By connecting dots of advice from conference speakers, panelists, networking discussions and dinner confessionals with attendees, here are eight winning strategies worthy of every health care system’s 2018 playbook:
1) SPEED DATE, NOW.
It’s no surprise the economic model of hospitals and clinics is terribly compromised: Legislative uncertainty still surrounds the ACA. Medicare and Medicaid still reimburse pennies on the dollar. Drug costs continue to rise. Doctors and nurses remain in short supply. Patients demand better service, lower costs and transparent pricing. What is a surprise is this: With all health care providers in the same boat, the only way to deal with the category upheaval is for everyone to consider a merger, acquisition or partnership—even with those long considered to be competitors.
The need to win (that is, be economically viable and dominant in one’s marketplace) is prompting organizations to face the fact they can’t be all things to all people. So winners are focusing on where they can win by being the best at it in their marketplace. For all the other things at which they need only be at parity, they’re partnering with others near and far.

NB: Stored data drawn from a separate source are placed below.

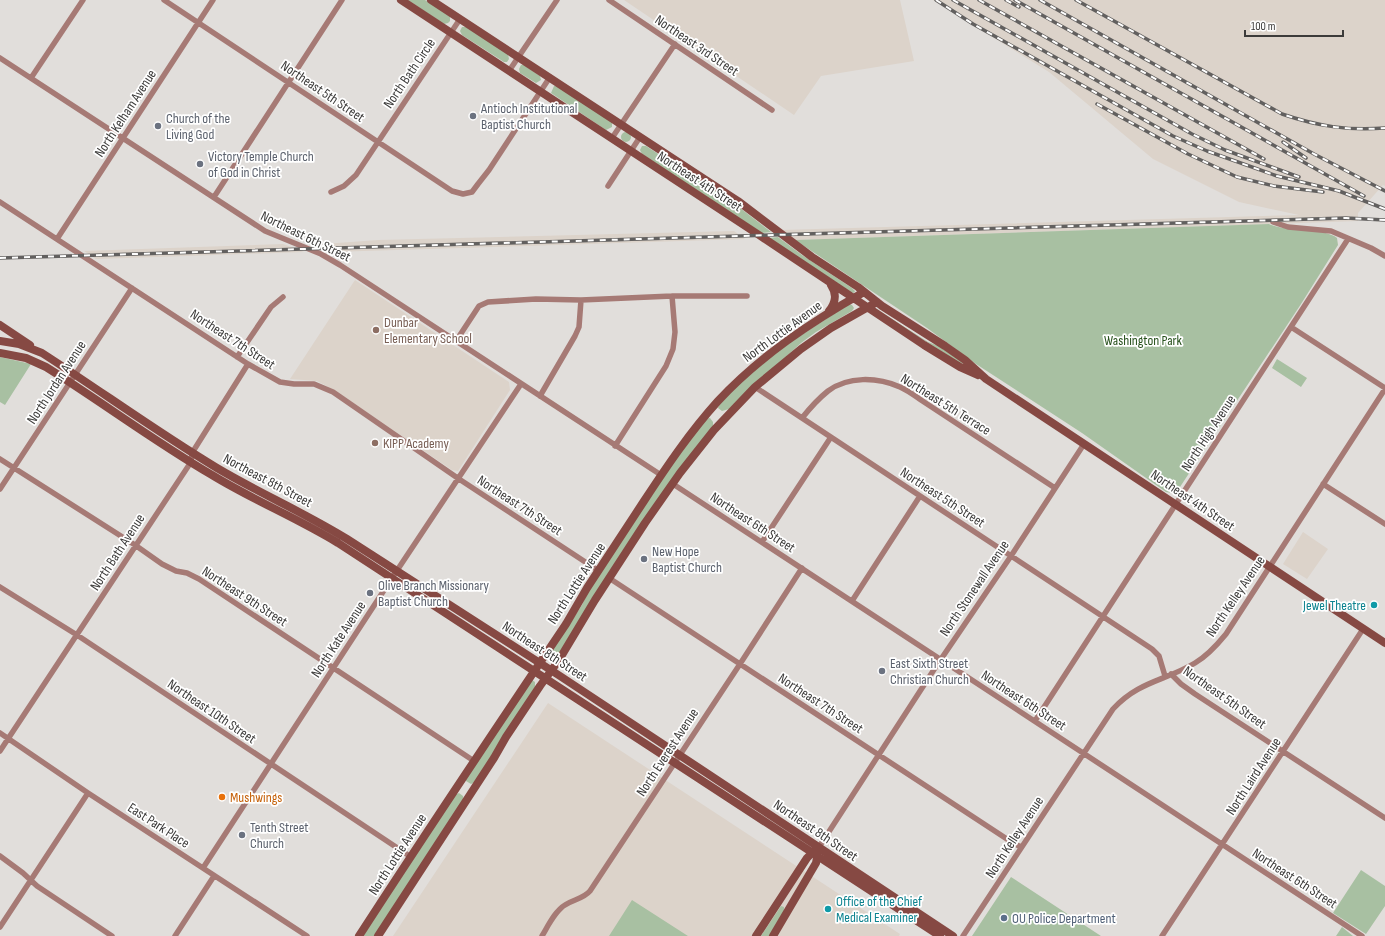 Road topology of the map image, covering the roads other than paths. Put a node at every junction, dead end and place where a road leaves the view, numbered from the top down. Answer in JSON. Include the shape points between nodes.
{"nodes":[{"id":1,"x":83,"y":0,"type":"edge"},
{"id":2,"x":164,"y":0,"type":"edge"},
{"id":3,"x":213,"y":0,"type":"edge"},
{"id":4,"x":342,"y":0,"type":"edge"},
{"id":5,"x":401,"y":0,"type":"edge"},
{"id":6,"x":431,"y":0,"type":"edge"},
{"id":7,"x":557,"y":0,"type":"edge"},
{"id":8,"x":608,"y":0,"type":"edge"},
{"id":9,"x":460,"y":19,"type":"junction"},
{"id":10,"x":198,"y":22,"type":"junction"},
{"id":11,"x":450,"y":33,"type":"junction"},
{"id":12,"x":674,"y":44,"type":"junction"},
{"id":13,"x":518,"y":57,"type":"junction"},
{"id":14,"x":0,"y":58,"type":"edge"},
{"id":15,"x":509,"y":71,"type":"junction"},
{"id":16,"x":550,"y":77,"type":"junction"},
{"id":17,"x":31,"y":78,"type":"junction"},
{"id":18,"x":289,"y":82,"type":"junction"},
{"id":19,"x":540,"y":92,"type":"junction"},
{"id":20,"x":772,"y":110,"type":"dead end"},
{"id":21,"x":621,"y":124,"type":"junction"},
{"id":22,"x":640,"y":136,"type":"junction"},
{"id":23,"x":123,"y":138,"type":"junction"},
{"id":24,"x":612,"y":138,"type":"junction"},
{"id":25,"x":377,"y":141,"type":"junction"},
{"id":26,"x":631,"y":151,"type":"junction"},
{"id":27,"x":608,"y":186,"type":"dead end"},
{"id":28,"x":330,"y":192,"type":"dead end"},
{"id":29,"x":214,"y":197,"type":"junction"},
{"id":30,"x":0,"y":202,"type":"edge"},
{"id":31,"x":1273,"y":222,"type":"dead end"},
{"id":32,"x":56,"y":239,"type":"junction"},
{"id":33,"x":1348,"y":239,"type":"junction"},
{"id":34,"x":1385,"y":256,"type":"edge"},
{"id":35,"x":829,"y":283,"type":"junction"},
{"id":36,"x":132,"y":288,"type":"junction"},
{"id":37,"x":864,"y":292,"type":"junction"},
{"id":38,"x":672,"y":296,"type":"junction"},
{"id":39,"x":746,"y":296,"type":"dead end"},
{"id":40,"x":283,"y":297,"type":"dead end"},
{"id":41,"x":852,"y":298,"type":"junction"},
{"id":42,"x":581,"y":300,"type":"junction"},
{"id":43,"x":877,"y":302,"type":"junction"},
{"id":44,"x":866,"y":308,"type":"junction"},
{"id":45,"x":828,"y":313,"type":"junction"},
{"id":46,"x":0,"y":325,"type":"edge"},
{"id":47,"x":1291,"y":327,"type":"junction"},
{"id":48,"x":0,"y":341,"type":"edge"},
{"id":49,"x":456,"y":341,"type":"junction"},
{"id":50,"x":0,"y":353,"type":"edge"},
{"id":51,"x":42,"y":353,"type":"junction"},
{"id":52,"x":237,"y":357,"type":"junction"},
{"id":53,"x":248,"y":364,"type":"junction"},
{"id":54,"x":75,"y":375,"type":"junction"},
{"id":55,"x":986,"y":379,"type":"junction"},
{"id":56,"x":70,"y":382,"type":"junction"},
{"id":57,"x":521,"y":384,"type":"junction"},
{"id":58,"x":755,"y":387,"type":"junction"},
{"id":59,"x":1385,"y":389,"type":"edge"},
{"id":60,"x":540,"y":396,"type":"junction"},
{"id":61,"x":802,"y":418,"type":"junction"},
{"id":62,"x":831,"y":437,"type":"junction"},
{"id":63,"x":1084,"y":444,"type":"junction"},
{"id":64,"x":616,"y":446,"type":"junction"},
{"id":65,"x":192,"y":453,"type":"junction"},
{"id":66,"x":0,"y":459,"type":"edge"},
{"id":67,"x":191,"y":462,"type":"junction"},
{"id":68,"x":14,"y":469,"type":"junction"},
{"id":69,"x":661,"y":475,"type":"junction"},
{"id":70,"x":458,"y":479,"type":"junction"},
{"id":71,"x":673,"y":484,"type":"junction"},
{"id":72,"x":1323,"y":484,"type":"junction"},
{"id":73,"x":1055,"y":488,"type":"junction"},
{"id":74,"x":0,"y":489,"type":"edge"},
{"id":75,"x":920,"y":496,"type":"junction"},
{"id":76,"x":1176,"y":504,"type":"junction"},
{"id":77,"x":1385,"y":524,"type":"edge"},
{"id":78,"x":762,"y":542,"type":"junction"},
{"id":79,"x":135,"y":545,"type":"junction"},
{"id":80,"x":1011,"y":556,"type":"junction"},
{"id":81,"x":1270,"y":567,"type":"junction"},
{"id":82,"x":802,"y":568,"type":"junction"},
{"id":83,"x":398,"y":571,"type":"junction"},
{"id":84,"x":599,"y":571,"type":"junction"},
{"id":85,"x":392,"y":578,"type":"junction"},
{"id":86,"x":609,"y":578,"type":"junction"},
{"id":87,"x":0,"y":587,"type":"edge"},
{"id":88,"x":852,"y":601,"type":"junction"},
{"id":89,"x":1103,"y":617,"type":"junction"},
{"id":90,"x":1363,"y":629,"type":"junction"},
{"id":91,"x":77,"y":635,"type":"junction"},
{"id":92,"x":1385,"y":643,"type":"edge"},
{"id":93,"x":942,"y":660,"type":"junction"},
{"id":94,"x":540,"y":662,"type":"junction"},
{"id":95,"x":740,"y":664,"type":"junction"},
{"id":96,"x":334,"y":669,"type":"junction"},
{"id":97,"x":552,"y":670,"type":"junction"},
{"id":98,"x":533,"y":671,"type":"junction"},
{"id":99,"x":1172,"y":674,"type":"junction"},
{"id":100,"x":1165,"y":676,"type":"junction"},
{"id":101,"x":545,"y":679,"type":"junction"},
{"id":102,"x":1035,"y":721,"type":"junction"},
{"id":103,"x":0,"y":733,"type":"edge"},
{"id":104,"x":8,"y":738,"type":"junction"},
{"id":105,"x":0,"y":751,"type":"edge"},
{"id":106,"x":1283,"y":752,"type":"junction"},
{"id":107,"x":1083,"y":753,"type":"junction"},
{"id":108,"x":679,"y":755,"type":"junction"},
{"id":109,"x":879,"y":755,"type":"junction"},
{"id":110,"x":474,"y":761,"type":"junction"},
{"id":111,"x":674,"y":762,"type":"junction"},
{"id":112,"x":271,"y":765,"type":"junction"},
{"id":113,"x":88,"y":793,"type":"junction"},
{"id":114,"x":1385,"y":818,"type":"edge"},
{"id":115,"x":1222,"y":844,"type":"junction"},
{"id":116,"x":1021,"y":847,"type":"junction"},
{"id":117,"x":816,"y":852,"type":"junction"},
{"id":118,"x":0,"y":856,"type":"edge"},
{"id":119,"x":411,"y":857,"type":"junction"},
{"id":120,"x":203,"y":868,"type":"junction"},
{"id":121,"x":214,"y":876,"type":"junction"},
{"id":122,"x":31,"y":880,"type":"junction"},
{"id":123,"x":0,"y":927,"type":"edge"},
{"id":124,"x":112,"y":936,"type":"edge"},
{"id":125,"x":175,"y":936,"type":"edge"},
{"id":126,"x":307,"y":936,"type":"edge"},
{"id":127,"x":359,"y":936,"type":"edge"},
{"id":128,"x":378,"y":936,"type":"edge"},
{"id":129,"x":542,"y":936,"type":"edge"},
{"id":130,"x":756,"y":936,"type":"edge"},
{"id":131,"x":773,"y":936,"type":"edge"},
{"id":132,"x":940,"y":936,"type":"edge"},
{"id":133,"x":953,"y":936,"type":"edge"},
{"id":134,"x":963,"y":936,"type":"edge"},
{"id":135,"x":1162,"y":936,"type":"edge"},
{"id":136,"x":1362,"y":936,"type":"edge"}],
"edges":[{"from":1,"to":17,"type":"street"},
{"from":2,"to":10,"type":"street","name":"Northeast 5th Street"},
{"from":3,"to":10,"type":"street","name":"North Kelham Avenue"},
{"from":4,"to":18,"type":"street"},
{"from":5,"to":11,"type":"main road","name":"Northeast 4th Street"},
{"from":6,"to":9,"type":"main road","name":"Northeast 4th Street"},
{"from":7,"to":13,"type":"street"},
{"from":8,"to":12,"type":"street","name":"Northeast 3rd Street"},
{"from":9,"to":11,"type":"street","name":"North Bath Circle"},
{"from":9,"to":13,"type":"main road","name":"Northeast 4th Street"},
{"from":10,"to":18,"type":"street","name":"Northeast 5th Street"},
{"from":10,"to":23,"type":"street","name":"North Kelham Avenue"},
{"from":11,"to":15,"type":"main road","name":"Northeast 4th Street"},
{"from":11,"to":25,"type":"street","name":"North Bath Circle"},
{"from":12,"to":20,"type":"street","name":"Northeast 3rd Street"},
{"from":12,"to":21,"type":"street"},
{"from":13,"to":15,"type":"street"},
{"from":13,"to":16,"type":"main road","name":"Northeast 4th Street"},
{"from":14,"to":17,"type":"street","name":"Northeast 6th Street"},
{"from":15,"to":19,"type":"main road","name":"Northeast 4th Street"},
{"from":16,"to":19,"type":"street"},
{"from":16,"to":21,"type":"main road","name":"Northeast 4th Street"},
{"from":17,"to":23,"type":"street","name":"Northeast 6th Street"},
{"from":18,"to":25,"type":"street","name":"Northeast 5th Street"},
{"from":18,"to":29,"type":"street"},
{"from":19,"to":24,"type":"main road","name":"Northeast 4th Street"},
{"from":19,"to":25,"type":"street","name":"Northeast 5th Street","via":[[472,192],[463,194],[452,191]]},
{"from":21,"to":22,"type":"main road","name":"Northeast 4th Street"},
{"from":21,"to":24,"type":"street"},
{"from":22,"to":26,"type":"street"},
{"from":22,"to":37,"type":"main road","name":"Northeast 4th Street","via":[[738,201],[788,240]]},
{"from":23,"to":29,"type":"street","name":"Northeast 6th Street"},
{"from":23,"to":32,"type":"street","name":"North Kelham Avenue"},
{"from":24,"to":26,"type":"main road","name":"Northeast 4th Street"},
{"from":25,"to":28,"type":"street","name":"North Bath Circle","via":[[356,175],[344,186]]},
{"from":26,"to":27,"type":"street"},
{"from":26,"to":35,"type":"main road","name":"Northeast 4th Street"},
{"from":29,"to":49,"type":"street","name":"Northeast 6th Street","via":[[265,231],[333,260]]},
{"from":30,"to":32,"type":"street","name":"Northeast 7th Street"},
{"from":31,"to":33,"type":"street","via":[[1288,226],[1326,229]]},
{"from":32,"to":36,"type":"street","name":"Northeast 7th Street"},
{"from":33,"to":34,"type":"street"},
{"from":33,"to":47,"type":"street","name":"North High Avenue"},
{"from":35,"to":41,"type":"main road","name":"Northeast 4th Street"},
{"from":35,"to":45,"type":"main road","via":[[835,295]]},
{"from":36,"to":52,"type":"street","name":"Northeast 7th Street"},
{"from":36,"to":54,"type":"street","name":"North Jordan Avenue"},
{"from":37,"to":41,"type":"main road","name":"North Lottie Avenue"},
{"from":37,"to":43,"type":"main road","name":"Northeast 4th Street"},
{"from":38,"to":39,"type":"street"},
{"from":38,"to":42,"type":"street"},
{"from":38,"to":64,"type":"street","via":[[675,332],[673,349],[666,366]]},
{"from":40,"to":52,"type":"street","via":[[271,307]]},
{"from":41,"to":44,"type":"main road","name":"Northeast 4th Street"},
{"from":41,"to":45,"type":"main road","name":"North Lottie Avenue"},
{"from":42,"to":49,"type":"street","via":[[488,302],[479,306]]},
{"from":42,"to":60,"type":"street","via":[[579,327]]},
{"from":43,"to":44,"type":"main road","name":"North Lottie Avenue"},
{"from":43,"to":55,"type":"main road","name":"Northeast 4th Street","via":[[965,360]]},
{"from":44,"to":55,"type":"main road","name":"Northeast 4th Street","via":[[960,367]]},
{"from":44,"to":58,"type":"main road","name":"North Lottie Avenue","via":[[801,349]]},
{"from":45,"to":69,"type":"main road","name":"North Lottie Avenue","via":[[772,352],[733,386],[692,432]]},
{"from":46,"to":51,"type":"main road"},
{"from":47,"to":59,"type":"street"},
{"from":47,"to":76,"type":"street","name":"North High Avenue"},
{"from":48,"to":51,"type":"main road","via":[[19,344]]},
{"from":49,"to":57,"type":"street","name":"Northeast 6th Street"},
{"from":50,"to":56,"type":"main road","name":"Northeast 8th Street","via":[[32,360]]},
{"from":51,"to":54,"type":"main road","name":"Northeast 8th Street"},
{"from":52,"to":53,"type":"street","name":"Northeast 7th Street"},
{"from":53,"to":65,"type":"street","name":"North Bath Avenue"},
{"from":53,"to":70,"type":"street","name":"Northeast 7th Street","via":[[280,382],[314,384],[333,392]]},
{"from":54,"to":56,"type":"street","name":"North Jordan Avenue"},
{"from":54,"to":65,"type":"main road","name":"Northeast 8th Street"},
{"from":55,"to":63,"type":"main road","name":"Northeast 4th Street"},
{"from":56,"to":67,"type":"main road","name":"Northeast 8th Street"},
{"from":56,"to":68,"type":"street","name":"North Jordan Avenue"},
{"from":57,"to":60,"type":"street","name":"Northeast 6th Street"},
{"from":57,"to":70,"type":"street","name":"North Kate Avenue"},
{"from":58,"to":61,"type":"street","name":"Northeast 5th Street"},
{"from":58,"to":71,"type":"main road","name":"North Lottie Avenue","via":[[714,430]]},
{"from":59,"to":72,"type":"street","name":"North Kelley Avenue"},
{"from":60,"to":64,"type":"street","name":"Northeast 6th Street"},
{"from":61,"to":62,"type":"street","name":"Northeast 5th Street"},
{"from":61,"to":73,"type":"street","name":"Northeast 5th Terrace","via":[[815,402],[839,385],[861,380],[887,382],[912,394]]},
{"from":62,"to":75,"type":"street","name":"Northeast 5th Street"},
{"from":62,"to":78,"type":"street"},
{"from":63,"to":73,"type":"street","name":"North Stonewall Avenue"},
{"from":63,"to":76,"type":"main road","name":"Northeast 4th Street"},
{"from":64,"to":69,"type":"street","name":"Northeast 6th Street"},
{"from":65,"to":67,"type":"street","name":"North Bath Avenue"},
{"from":65,"to":83,"type":"main road","name":"Northeast 8th Street","via":[[252,488],[323,524]]},
{"from":66,"to":68,"type":"street","name":"Northeast 9th Street"},
{"from":67,"to":79,"type":"street","name":"North Bath Avenue"},
{"from":67,"to":85,"type":"main road","name":"Northeast 8th Street","via":[[240,492],[317,531]]},
{"from":68,"to":74,"type":"street","name":"North Jordan Avenue"},
{"from":68,"to":79,"type":"street","name":"Northeast 9th Street"},
{"from":69,"to":84,"type":"main road","name":"North Lottie Avenue"},
{"from":70,"to":83,"type":"street","name":"North Kate Avenue"},
{"from":70,"to":84,"type":"street","name":"Northeast 7th Street"},
{"from":71,"to":78,"type":"street","name":"Northeast 6th Street"},
{"from":71,"to":86,"type":"main road","name":"North Lottie Avenue"},
{"from":72,"to":77,"type":"street"},
{"from":72,"to":81,"type":"street","name":"North Kelley Avenue"},
{"from":73,"to":80,"type":"street","name":"North Stonewall Avenue"},
{"from":75,"to":80,"type":"street","name":"Northeast 5th Street"},
{"from":75,"to":88,"type":"street"},
{"from":76,"to":81,"type":"main road","name":"Northeast 4th Street"},
{"from":76,"to":89,"type":"street","name":"North High Avenue"},
{"from":78,"to":82,"type":"street","name":"Northeast 6th Street"},
{"from":79,"to":91,"type":"street","name":"North Bath Avenue"},
{"from":79,"to":96,"type":"street","name":"Northeast 9th Street","via":[[162,564],[199,579]]},
{"from":80,"to":89,"type":"street","name":"Northeast 5th Street"},
{"from":80,"to":93,"type":"street","name":"North Stonewall Avenue"},
{"from":81,"to":90,"type":"main road","name":"Northeast 4th Street"},
{"from":81,"to":99,"type":"street","name":"North Kelley Avenue","via":[[1233,625],[1216,646],[1194,664]]},
{"from":82,"to":88,"type":"street","name":"Northeast 6th Street"},
{"from":82,"to":95,"type":"street","name":"North Everest Avenue"},
{"from":83,"to":85,"type":"street","name":"North Kate Avenue"},
{"from":83,"to":94,"type":"main road","name":"Northeast 8th Street"},
{"from":84,"to":94,"type":"main road","name":"North Lottie Avenue"},
{"from":85,"to":96,"type":"street","name":"North Kate Avenue"},
{"from":85,"to":98,"type":"main road","name":"Northeast 8th Street"},
{"from":86,"to":95,"type":"street","name":"Northeast 7th Street"},
{"from":86,"to":97,"type":"main road","name":"North Lottie Avenue"},
{"from":87,"to":91,"type":"street","name":"Northeast 10th Street"},
{"from":88,"to":93,"type":"street","name":"Northeast 6th Street"},
{"from":89,"to":100,"type":"street","name":"Northeast 5th Street","via":[[1156,652]]},
{"from":89,"to":102,"type":"street","name":"North High Avenue"},
{"from":90,"to":92,"type":"main road","name":"Northeast 4th Street"},
{"from":90,"to":106,"type":"street","name":"North Laird Avenue"},
{"from":91,"to":104,"type":"street","name":"North Bath Avenue"},
{"from":91,"to":112,"type":"street","name":"Northeast 10th Street"},
{"from":93,"to":102,"type":"street","name":"Northeast 6th Street"},
{"from":93,"to":109,"type":"street","name":"North Stonewall Avenue"},
{"from":94,"to":97,"type":"main road","name":"Northeast 8th Street"},
{"from":94,"to":98,"type":"main road","name":"North Lottie Avenue"},
{"from":95,"to":108,"type":"street","name":"North Everest Avenue"},
{"from":95,"to":109,"type":"street","name":"Northeast 7th Street"},
{"from":96,"to":110,"type":"street","name":"Northeast 9th Street"},
{"from":96,"to":112,"type":"street","name":"North Kate Avenue"},
{"from":97,"to":101,"type":"main road","name":"North Lottie Avenue"},
{"from":97,"to":108,"type":"main road","name":"Northeast 8th Street"},
{"from":98,"to":101,"type":"main road","name":"Northeast 8th Street"},
{"from":98,"to":110,"type":"main road","name":"North Lottie Avenue"},
{"from":99,"to":100,"type":"street","name":"North Kelley Avenue"},
{"from":99,"to":106,"type":"street","name":"Northeast 5th Street","via":[[1190,691]]},
{"from":100,"to":107,"type":"street","name":"North Kelley Avenue","via":[[1136,690],[1119,702]]},
{"from":101,"to":111,"type":"main road","name":"Northeast 8th Street"},
{"from":101,"to":128,"type":"main road","name":"North Lottie Avenue"},
{"from":102,"to":107,"type":"street","name":"Northeast 6th Street"},
{"from":103,"to":104,"type":"street","name":"East Park Place"},
{"from":104,"to":105,"type":"street","name":"North Bath Avenue"},
{"from":104,"to":113,"type":"street","name":"East Park Place"},
{"from":106,"to":114,"type":"street","name":"Northeast 5th Street"},
{"from":106,"to":115,"type":"street","name":"North Laird Avenue"},
{"from":107,"to":115,"type":"street","name":"Northeast 6th Street"},
{"from":107,"to":116,"type":"street","name":"North Kelley Avenue"},
{"from":108,"to":111,"type":"street","name":"North Everest Avenue"},
{"from":108,"to":117,"type":"main road","name":"Northeast 8th Street"},
{"from":109,"to":116,"type":"street","name":"Northeast 7th Street"},
{"from":109,"to":117,"type":"street","name":"North Stonewall Avenue"},
{"from":110,"to":119,"type":"main road","name":"North Lottie Avenue"},
{"from":111,"to":117,"type":"main road","name":"Northeast 8th Street"},
{"from":111,"to":129,"type":"street","name":"North Everest Avenue","via":[[590,891],[582,898],[561,907]]},
{"from":112,"to":119,"type":"street","name":"Northeast 10th Street"},
{"from":112,"to":120,"type":"street","name":"North Kate Avenue"},
{"from":113,"to":120,"type":"street","name":"East Park Place"},
{"from":113,"to":122,"type":"street"},
{"from":115,"to":135,"type":"street","name":"North Laird Avenue"},
{"from":115,"to":136,"type":"street","name":"Northeast 6th Street"},
{"from":116,"to":134,"type":"street","name":"North Kelley Avenue"},
{"from":117,"to":130,"type":"main road","name":"North Stonewall Avenue","via":[[807,858]]},
{"from":117,"to":131,"type":"main road","name":"North Stonewall Avenue","via":[[816,864]]},
{"from":117,"to":132,"type":"main road","name":"Northeast 8th Street"},
{"from":117,"to":133,"type":"main road","name":"Northeast 8th Street"},
{"from":118,"to":122,"type":"street"},
{"from":119,"to":127,"type":"main road","name":"North Lottie Avenue"},
{"from":120,"to":121,"type":"street","name":"East Park Place"},
{"from":121,"to":125,"type":"street"},
{"from":121,"to":126,"type":"street","name":"East Park Place"},
{"from":122,"to":123,"type":"street"},
{"from":122,"to":124,"type":"street"}]}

The result is a hub and spoke model on steroids. It’s why former foes are now forming alliances. Why academic providers are now partnering with other academic providers in their same market. It's why for the first time, even faith-based institutions are thinking about dating others. And to be close to patients, everyone is structuring themselves just as much for e-health and telehealth as bricks and mortar.
The economics of health care make it so imperative to affiliate with others right now that one panelist predicted that the US will likely have no more than 100 health care organizations by the year 2025. Consolidation is needed to address redundancies, reduce expenses and improve quality in areas where any single organization is weak. For example: In some markets, there’s an excess of hospital beds while in other geographies there’s a shortage, with some institutions running in excess of 100% capacity. For some hospitals, the majority of their procedures are the basics: birthing, orthopedics and chronic diseases such as diabetes. In contrast, the mainstay of a hospital across town could be psychoses, addictions and gunshot wounds. Responsibility for a community’s health means finding a financially viable way for all with a stake in a community to serve both populations.
No health care system can afford to do it all. So the smartest executives are speed dating now to search for a way to spread expenses across a larger population and take the risk out of their current reality. Today, acquisitions, mergers and affiliations are needed to mitigate risk.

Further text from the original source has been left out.